This Week’s Market Buzz

  • The Land Stewardship Project is proclaiming that 47 frac sand companies currently operating in Wisconsin were reviewed by their organization, and environmental violations and other abuses were found to be abundant. The violations outlined in the report include sediment and wastewater spills, air quality problems, and illegal drilling and construction. Rich Budinger, president of the Wisconsin Industrial Sand Association, said there is an industry commitment to the environment, but issues around zoning and land use are a byproduct of new development or construction. Budinger also notes the industry has created thousands of jobs in Wisconsin, and hundreds of millions of dollars in economic growth.

  • A new commentary from The Heartland Institute notes that “Contrary to assertions that the frac sand industry lacks proper oversight, the Wisconsin Department of Natural Resources’ (DNR) website states all nonmetallic mining operations (including frac sand) must obtain DNR water permits to operate in the state.

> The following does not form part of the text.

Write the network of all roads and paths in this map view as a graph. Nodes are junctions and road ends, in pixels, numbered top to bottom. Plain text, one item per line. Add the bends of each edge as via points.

Additional permits are needed for water withdrawal, modifying wetlands, storm-water discharge, air pollution for construction and operation of the facilities, mine safety, and many more industry practices. DNR rules also require frac sand companies to restore the land upon completing the mining process, reestablishing wildlife habitats or farm fields.”

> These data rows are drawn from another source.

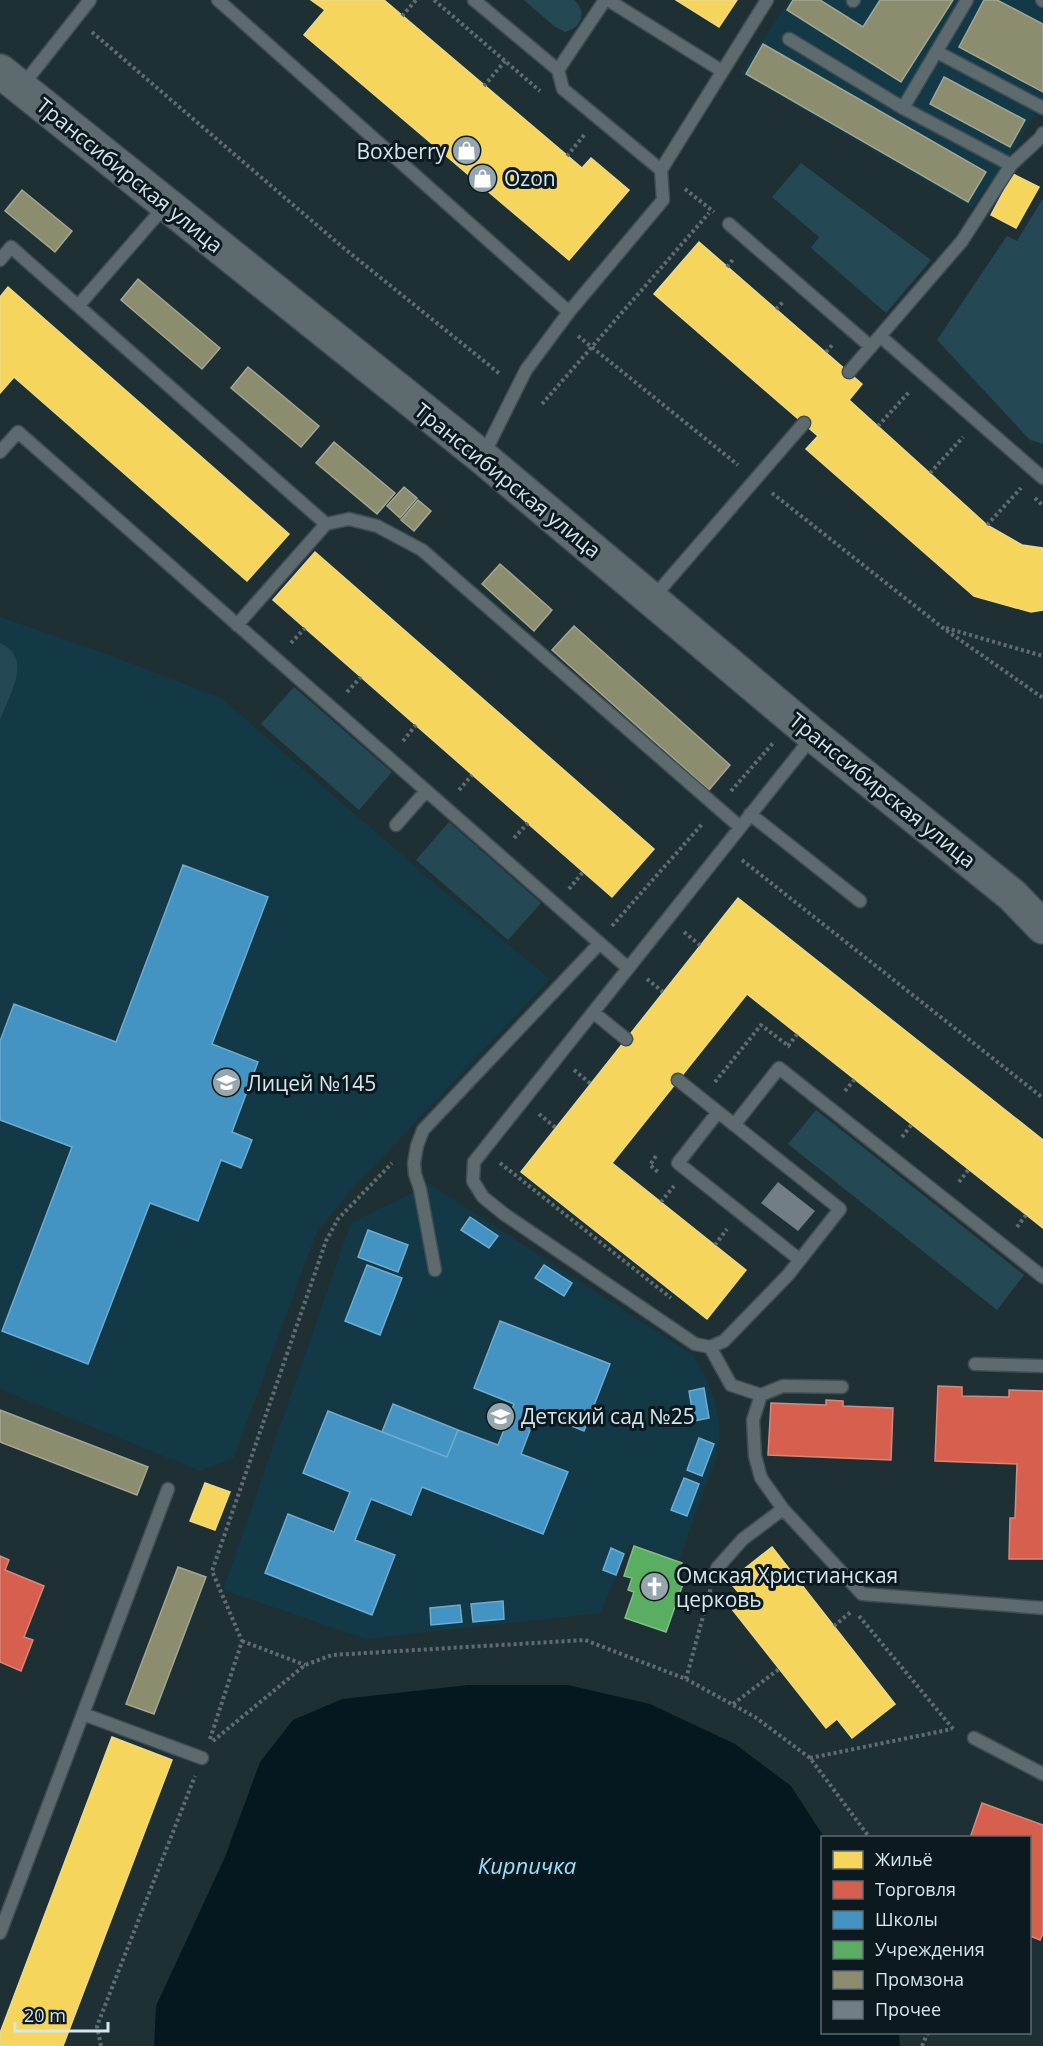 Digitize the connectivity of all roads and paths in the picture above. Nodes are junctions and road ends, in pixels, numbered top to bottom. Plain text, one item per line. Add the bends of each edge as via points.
1 (90, 0) edge
2 (218, 0) edge
3 (416, 0) edge
4 (434, 0) edge
5 (474, 0) edge
6 (606, 0) edge
7 (767, 0) edge
8 (967, 0) edge
9 (402, 16) dead end
10 (76, 18) junction
11 (789, 39) dead end
12 (937, 52) junction
13 (506, 61) junction
14 (558, 70) junction
15 (722, 71) junction
16 (10, 79) edge
17 (484, 86) dead end
18 (547, 96) dead end
19 (903, 108) junction
20 (1043, 108) edge
21 (588, 132) dead end
22 (1042, 137) edge
23 (567, 156) dead end
24 (1011, 165) junction
25 (661, 170) junction
26 (166, 205) junction
27 (711, 210) junction
28 (729, 224) joint
29 (738, 254) dead end
30 (0, 260) edge
31 (727, 267) dead end
32 (787, 297) dead end
33 (78, 306) junction
34 (776, 309) dead end
35 (569, 312) junction
36 (561, 323) junction
37 (880, 336) junction
38 (837, 340) dead end
39 (592, 347) junction
40 (871, 347) junction
41 (826, 352) dead end
42 (849, 372) dead end
43 (505, 378) dead end
44 (910, 391) dead end
45 (542, 404) dead end
46 (804, 423) dead end
47 (878, 426) dead end
48 (963, 437) dead end
49 (0, 452) edge
50 (482, 457) junction
51 (930, 473) dead end
52 (1043, 478) edge
53 (756, 479) junction
54 (1022, 487) dead end
55 (326, 524) junction
56 (987, 525) dead end
57 (652, 599) junction
58 (237, 625) junction
59 (305, 628) dead end
60 (943, 628) junction
61 (290, 644) dead end
62 (1043, 656) edge
63 (361, 677) dead end
64 (346, 693) dead end
65 (1043, 698) edge
66 (416, 725) dead end
67 (813, 735) junction
68 (776, 741) dead end
69 (402, 742) dead end
70 (472, 775) dead end
71 (426, 791) junction
72 (458, 791) dead end
73 (717, 807) junction
74 (750, 814) junction
75 (528, 823) dead end
76 (396, 825) dead end
77 (740, 827) junction
78 (513, 840) dead end
79 (725, 846) junction
80 (583, 872) dead end
81 (569, 889) dead end
82 (1012, 895) junction
83 (860, 901) dead end
84 (1043, 907) edge
85 (612, 926) dead end
86 (1043, 927) edge
87 (684, 932) dead end
88 (600, 943) junction
89 (701, 946) dead end
90 (628, 968) junction
91 (647, 979) dead end
92 (663, 992) dead end
93 (592, 1012) junction
94 (798, 1034) dead end
95 (626, 1039) dead end
96 (788, 1046) dead end
97 (574, 1070) dead end
98 (855, 1079) dead end
99 (678, 1080) dead end
100 (591, 1084) dead end
101 (845, 1091) dead end
102 (1043, 1098) edge
103 (718, 1112) junction
104 (539, 1114) dead end
105 (912, 1124) dead end
106 (734, 1125) junction
107 (556, 1128) dead end
108 (423, 1130) junction
109 (902, 1137) dead end
110 (500, 1163) dead end
111 (969, 1169) dead end
112 (959, 1182) dead end
113 (675, 1185) dead end
114 (661, 1202) dead end
115 (1026, 1215) dead end
116 (729, 1227) dead end
117 (1017, 1227) dead end
118 (715, 1245) dead end
119 (800, 1260) junction
120 (435, 1270) dead end
121 (1043, 1277) edge
122 (678, 1304) dead end
123 (710, 1347) junction
124 (975, 1364) dead end
125 (1043, 1366) edge
126 (842, 1387) dead end
127 (761, 1395) junction
128 (168, 1489) dead end
129 (783, 1509) junction
130 (717, 1568) joint
131 (846, 1601) dead end
132 (1043, 1608) edge
133 (854, 1610) junction
134 (834, 1626) dead end
135 (242, 1641) junction
136 (305, 1665) junction
137 (779, 1669) dead end
138 (686, 1679) junction
139 (733, 1704) junction
140 (83, 1714) junction
141 (974, 1738) dead end
142 (202, 1758) joint
143 (810, 1758) junction
144 (1043, 1774) edge
145 (868, 1836) edge
146 (0, 1933) edge
147 (101, 2046) edge

1 - 10 lane
2 - 35 lane
3 - 9 path
4 - 13 path
5 - 14 lane
6 - 14 lane
6 - 15 lane
7 - 15 lane
8 - 12 lane
10 - 16 lane
10 - 43 path via 340,245
11 - 19 lane
12 - 19 lane
12 - 20 lane
13 - 17 path
13 - 18 path
14 - 25 lane via 563,89
15 - 25 lane
16 - 26 main road, Транссибирская улица
19 - 24 lane
21 - 23 path
22 - 24 lane
24 - 37 lane via 962,241
25 - 27 path
25 - 35 lane via 663,200
26 - 33 lane
26 - 50 main road, Транссибирская улица
27 - 28 path
27 - 39 path
28 - 40 lane
29 - 31 path
30 - 33 lane via 11,247
32 - 34 path
33 - 55 lane
35 - 36 lane
36 - 39 path
36 - 50 lane via 526,370
37 - 40 lane
37 - 52 lane
38 - 41 path
39 - 45 path
39 - 53 path
40 - 42 lane
44 - 47 path
46 - 53 lane
48 - 51 path
49 - 58 lane via 18,432
50 - 57 main road, Транссибирская улица
53 - 57 lane
53 - 60 path
54 - 56 path
55 - 58 lane
55 - 73 lane via 349,519 377,526 422,550
57 - 67 main road, Транссибирская улица
58 - 71 lane
59 - 61 path
60 - 62 path
60 - 65 path
63 - 64 path
66 - 69 path
67 - 74 lane
67 - 82 main road, Транссибирская улица
68 - 73 path
70 - 72 path
71 - 76 lane
71 - 88 lane
73 - 77 lane
73 - 85 path
74 - 77 lane
74 - 83 lane
75 - 78 path
77 - 79 lane
79 - 90 lane
79 - 102 path
80 - 81 path
82 - 84 main road
82 - 86 main road
87 - 89 path
88 - 90 lane
88 - 108 lane
90 - 93 lane
91 - 92 path
93 - 95 lane
93 - 123 lane via 474,1162 473,1181 483,1197 504,1214 695,1344
94 - 96 path
97 - 100 path
98 - 101 path
99 - 103 lane
103 - 106 lane
103 - 119 lane via 678,1163
104 - 107 path
105 - 109 path
106 - 119 lane via 840,1209
106 - 121 lane via 778,1068
108 - 120 lane via 414,1163
108 - 135 path via 338,1219 322,1252 212,1570
110 - 122 path
111 - 112 path
113 - 114 path
115 - 117 path
116 - 118 path
119 - 123 lane via 724,1341
123 - 127 lane via 731,1385
124 - 125 lane
126 - 127 lane via 783,1386
127 - 129 lane via 753,1420 755,1456 761,1478
128 - 140 lane
129 - 130 lane via 743,1539
129 - 132 lane via 862,1594
130 - 138 path
131 - 133 path
133 - 134 path
133 - 143 path via 952,1730
135 - 136 path
135 - 136 path via 208,1745
136 - 138 path via 332,1655 585,1640
137 - 139 path
138 - 139 path
139 - 143 path
140 - 142 lane
140 - 146 lane
141 - 144 lane
142 - 147 path via 97,2026
143 - 145 path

  • According to WQOW in Wisconsin, a new frac sand study, led by a team of UW-Eau Claire educators and students, is set to be unveiled next month. It offers a closer look at frac sand sites and the air quality surrounding them. The study showed particulate levels between five to 50 micrograms per cu. meter around frac sand facilities. The EPA stated levels at or below 12 micrograms per cu. meter is likely to protect the public from silica exposure risks. “The data we’ve collected don’t suggest an immediate threat to people who live around frac sand plants,” said Crispin Pierce, UW-Eau Claire environmental public health program manager. “They do suggest though that there are elevated levels of these fine particulate, so over time we may see the development of problems with breathing, cardiovascular disease, and other health problems. These data give us some concerns, say that we need to do further investigations.”